_ASSIGNED TASK_
Collect each line of the entries that holds the string "Koestraat".
(INPUT FOR THIS TASK begins)
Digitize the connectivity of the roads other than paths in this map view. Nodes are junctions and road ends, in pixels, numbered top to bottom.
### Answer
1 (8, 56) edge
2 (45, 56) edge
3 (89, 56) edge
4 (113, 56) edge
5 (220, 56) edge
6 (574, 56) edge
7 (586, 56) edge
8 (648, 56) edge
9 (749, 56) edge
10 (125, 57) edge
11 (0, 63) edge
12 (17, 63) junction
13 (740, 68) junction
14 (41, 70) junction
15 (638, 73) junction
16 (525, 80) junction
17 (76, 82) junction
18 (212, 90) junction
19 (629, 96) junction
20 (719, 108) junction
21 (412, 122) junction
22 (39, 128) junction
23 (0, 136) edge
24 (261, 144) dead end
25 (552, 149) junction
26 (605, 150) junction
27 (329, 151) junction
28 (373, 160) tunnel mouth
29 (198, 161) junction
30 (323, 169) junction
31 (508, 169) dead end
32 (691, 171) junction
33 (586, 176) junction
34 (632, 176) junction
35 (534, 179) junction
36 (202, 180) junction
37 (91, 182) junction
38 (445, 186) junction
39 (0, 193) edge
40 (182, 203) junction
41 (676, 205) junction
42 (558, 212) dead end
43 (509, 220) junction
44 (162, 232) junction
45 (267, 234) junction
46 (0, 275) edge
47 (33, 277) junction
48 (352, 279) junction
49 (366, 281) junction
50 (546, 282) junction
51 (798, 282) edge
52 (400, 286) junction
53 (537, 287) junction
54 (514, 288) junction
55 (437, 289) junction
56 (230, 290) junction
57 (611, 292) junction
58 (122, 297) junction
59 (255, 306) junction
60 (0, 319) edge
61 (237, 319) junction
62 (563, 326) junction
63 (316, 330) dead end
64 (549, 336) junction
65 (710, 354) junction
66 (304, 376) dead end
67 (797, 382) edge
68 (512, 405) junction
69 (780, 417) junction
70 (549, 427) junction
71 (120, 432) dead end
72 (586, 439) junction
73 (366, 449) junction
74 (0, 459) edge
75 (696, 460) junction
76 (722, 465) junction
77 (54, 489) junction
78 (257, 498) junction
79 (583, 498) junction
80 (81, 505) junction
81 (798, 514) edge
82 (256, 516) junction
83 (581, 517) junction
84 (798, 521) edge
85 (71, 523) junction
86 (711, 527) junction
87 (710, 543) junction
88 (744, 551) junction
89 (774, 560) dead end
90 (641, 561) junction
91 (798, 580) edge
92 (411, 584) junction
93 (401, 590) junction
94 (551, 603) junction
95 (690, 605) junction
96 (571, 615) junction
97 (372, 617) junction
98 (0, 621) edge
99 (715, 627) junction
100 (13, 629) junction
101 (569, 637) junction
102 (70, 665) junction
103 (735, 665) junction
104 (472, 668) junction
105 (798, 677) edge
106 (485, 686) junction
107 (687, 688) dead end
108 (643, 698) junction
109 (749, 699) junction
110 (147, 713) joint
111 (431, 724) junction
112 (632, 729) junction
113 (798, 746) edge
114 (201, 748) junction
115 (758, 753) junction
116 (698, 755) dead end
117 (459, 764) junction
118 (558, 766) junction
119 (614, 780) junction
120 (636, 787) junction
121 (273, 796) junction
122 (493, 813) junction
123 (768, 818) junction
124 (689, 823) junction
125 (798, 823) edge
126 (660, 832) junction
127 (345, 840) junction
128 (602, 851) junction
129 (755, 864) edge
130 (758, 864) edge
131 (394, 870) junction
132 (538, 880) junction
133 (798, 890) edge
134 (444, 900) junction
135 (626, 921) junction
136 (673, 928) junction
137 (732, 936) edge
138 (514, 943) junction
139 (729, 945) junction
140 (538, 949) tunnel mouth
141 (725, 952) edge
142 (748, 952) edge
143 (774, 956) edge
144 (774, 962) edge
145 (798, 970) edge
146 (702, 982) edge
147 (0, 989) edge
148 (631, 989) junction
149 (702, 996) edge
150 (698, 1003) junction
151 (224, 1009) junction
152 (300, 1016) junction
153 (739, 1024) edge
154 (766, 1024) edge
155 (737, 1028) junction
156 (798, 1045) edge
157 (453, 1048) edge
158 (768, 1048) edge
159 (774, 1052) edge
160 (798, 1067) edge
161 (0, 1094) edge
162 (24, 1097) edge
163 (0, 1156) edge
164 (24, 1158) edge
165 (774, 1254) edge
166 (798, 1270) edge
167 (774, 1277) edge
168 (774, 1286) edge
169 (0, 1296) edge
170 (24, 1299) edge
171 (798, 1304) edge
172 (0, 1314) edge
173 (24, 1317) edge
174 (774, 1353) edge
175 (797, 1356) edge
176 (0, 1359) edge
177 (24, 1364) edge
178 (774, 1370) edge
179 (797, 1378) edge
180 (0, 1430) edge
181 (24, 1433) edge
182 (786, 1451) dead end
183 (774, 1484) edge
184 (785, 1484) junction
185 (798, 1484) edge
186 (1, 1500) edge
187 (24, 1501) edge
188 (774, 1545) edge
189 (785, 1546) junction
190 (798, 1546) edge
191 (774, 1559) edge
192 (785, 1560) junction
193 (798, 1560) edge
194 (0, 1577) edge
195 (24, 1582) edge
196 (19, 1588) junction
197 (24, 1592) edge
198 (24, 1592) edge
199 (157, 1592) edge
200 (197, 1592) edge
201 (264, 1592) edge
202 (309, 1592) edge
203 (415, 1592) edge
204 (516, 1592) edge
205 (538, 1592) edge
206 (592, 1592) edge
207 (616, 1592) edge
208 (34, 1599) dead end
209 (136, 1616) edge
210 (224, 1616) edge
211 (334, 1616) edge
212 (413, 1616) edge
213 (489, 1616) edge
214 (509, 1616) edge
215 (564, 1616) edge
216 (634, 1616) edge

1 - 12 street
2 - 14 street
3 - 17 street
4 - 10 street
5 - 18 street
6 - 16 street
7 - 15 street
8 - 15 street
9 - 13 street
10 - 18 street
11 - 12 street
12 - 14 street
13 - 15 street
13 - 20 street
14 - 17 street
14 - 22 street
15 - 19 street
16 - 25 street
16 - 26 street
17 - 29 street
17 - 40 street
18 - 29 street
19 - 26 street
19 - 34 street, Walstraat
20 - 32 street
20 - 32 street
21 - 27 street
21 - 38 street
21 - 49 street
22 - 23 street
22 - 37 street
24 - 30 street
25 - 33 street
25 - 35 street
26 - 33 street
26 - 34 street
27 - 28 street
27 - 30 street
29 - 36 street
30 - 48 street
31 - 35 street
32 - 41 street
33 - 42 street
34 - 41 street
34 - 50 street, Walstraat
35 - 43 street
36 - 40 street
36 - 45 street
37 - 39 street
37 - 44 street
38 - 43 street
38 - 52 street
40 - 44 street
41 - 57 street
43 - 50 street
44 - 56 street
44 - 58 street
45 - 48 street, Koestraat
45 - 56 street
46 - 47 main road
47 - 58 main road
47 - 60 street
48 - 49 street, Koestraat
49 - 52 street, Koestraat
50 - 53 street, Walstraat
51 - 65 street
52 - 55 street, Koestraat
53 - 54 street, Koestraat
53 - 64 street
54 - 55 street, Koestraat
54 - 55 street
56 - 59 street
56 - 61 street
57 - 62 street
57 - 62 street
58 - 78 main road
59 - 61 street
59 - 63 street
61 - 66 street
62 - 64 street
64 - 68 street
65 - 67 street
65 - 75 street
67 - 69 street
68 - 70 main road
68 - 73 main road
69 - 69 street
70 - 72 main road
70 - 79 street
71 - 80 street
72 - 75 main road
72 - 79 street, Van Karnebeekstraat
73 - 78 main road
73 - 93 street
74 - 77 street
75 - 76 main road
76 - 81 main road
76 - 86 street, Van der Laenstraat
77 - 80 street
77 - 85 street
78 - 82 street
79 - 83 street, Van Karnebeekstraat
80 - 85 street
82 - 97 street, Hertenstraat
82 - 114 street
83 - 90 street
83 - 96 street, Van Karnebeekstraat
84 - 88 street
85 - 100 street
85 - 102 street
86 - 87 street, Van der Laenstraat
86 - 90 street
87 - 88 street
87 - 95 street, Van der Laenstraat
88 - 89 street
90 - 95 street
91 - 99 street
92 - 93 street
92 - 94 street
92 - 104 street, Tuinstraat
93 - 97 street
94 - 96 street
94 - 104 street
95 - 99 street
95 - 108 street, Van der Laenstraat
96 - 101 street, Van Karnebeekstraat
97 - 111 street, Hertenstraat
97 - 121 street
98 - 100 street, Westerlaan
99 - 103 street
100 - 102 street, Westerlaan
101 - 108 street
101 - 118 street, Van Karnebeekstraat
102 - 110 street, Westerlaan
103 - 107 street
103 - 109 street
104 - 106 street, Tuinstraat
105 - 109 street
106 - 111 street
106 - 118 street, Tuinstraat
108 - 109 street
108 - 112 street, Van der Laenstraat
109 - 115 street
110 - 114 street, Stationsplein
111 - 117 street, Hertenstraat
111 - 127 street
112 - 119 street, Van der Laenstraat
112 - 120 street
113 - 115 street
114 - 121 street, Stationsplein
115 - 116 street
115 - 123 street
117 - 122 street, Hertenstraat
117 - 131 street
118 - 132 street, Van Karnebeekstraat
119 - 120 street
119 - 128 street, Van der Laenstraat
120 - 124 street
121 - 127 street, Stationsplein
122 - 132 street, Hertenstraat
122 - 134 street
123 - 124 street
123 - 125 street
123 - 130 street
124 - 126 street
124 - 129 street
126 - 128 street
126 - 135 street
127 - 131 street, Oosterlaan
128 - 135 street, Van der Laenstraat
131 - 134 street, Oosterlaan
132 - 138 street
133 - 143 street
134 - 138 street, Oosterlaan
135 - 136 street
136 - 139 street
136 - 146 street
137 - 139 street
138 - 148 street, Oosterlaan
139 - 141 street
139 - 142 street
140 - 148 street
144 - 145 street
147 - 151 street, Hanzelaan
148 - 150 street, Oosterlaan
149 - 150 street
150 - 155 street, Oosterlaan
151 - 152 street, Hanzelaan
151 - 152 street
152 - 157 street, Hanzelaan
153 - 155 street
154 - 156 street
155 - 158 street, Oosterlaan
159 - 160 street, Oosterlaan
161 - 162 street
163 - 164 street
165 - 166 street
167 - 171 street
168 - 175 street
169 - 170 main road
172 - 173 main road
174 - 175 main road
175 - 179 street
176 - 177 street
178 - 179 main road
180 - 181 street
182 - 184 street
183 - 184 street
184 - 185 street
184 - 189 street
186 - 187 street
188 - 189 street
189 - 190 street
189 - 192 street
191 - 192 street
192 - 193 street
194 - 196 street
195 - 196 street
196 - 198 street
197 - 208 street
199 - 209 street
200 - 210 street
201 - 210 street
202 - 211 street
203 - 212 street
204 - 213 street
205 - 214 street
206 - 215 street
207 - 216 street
(INPUT FOR THIS TASK ends)
_ANSWER TO THIS PROBLEM_
45 - 48 street, Koestraat
48 - 49 street, Koestraat
49 - 52 street, Koestraat
52 - 55 street, Koestraat
53 - 54 street, Koestraat
54 - 55 street, Koestraat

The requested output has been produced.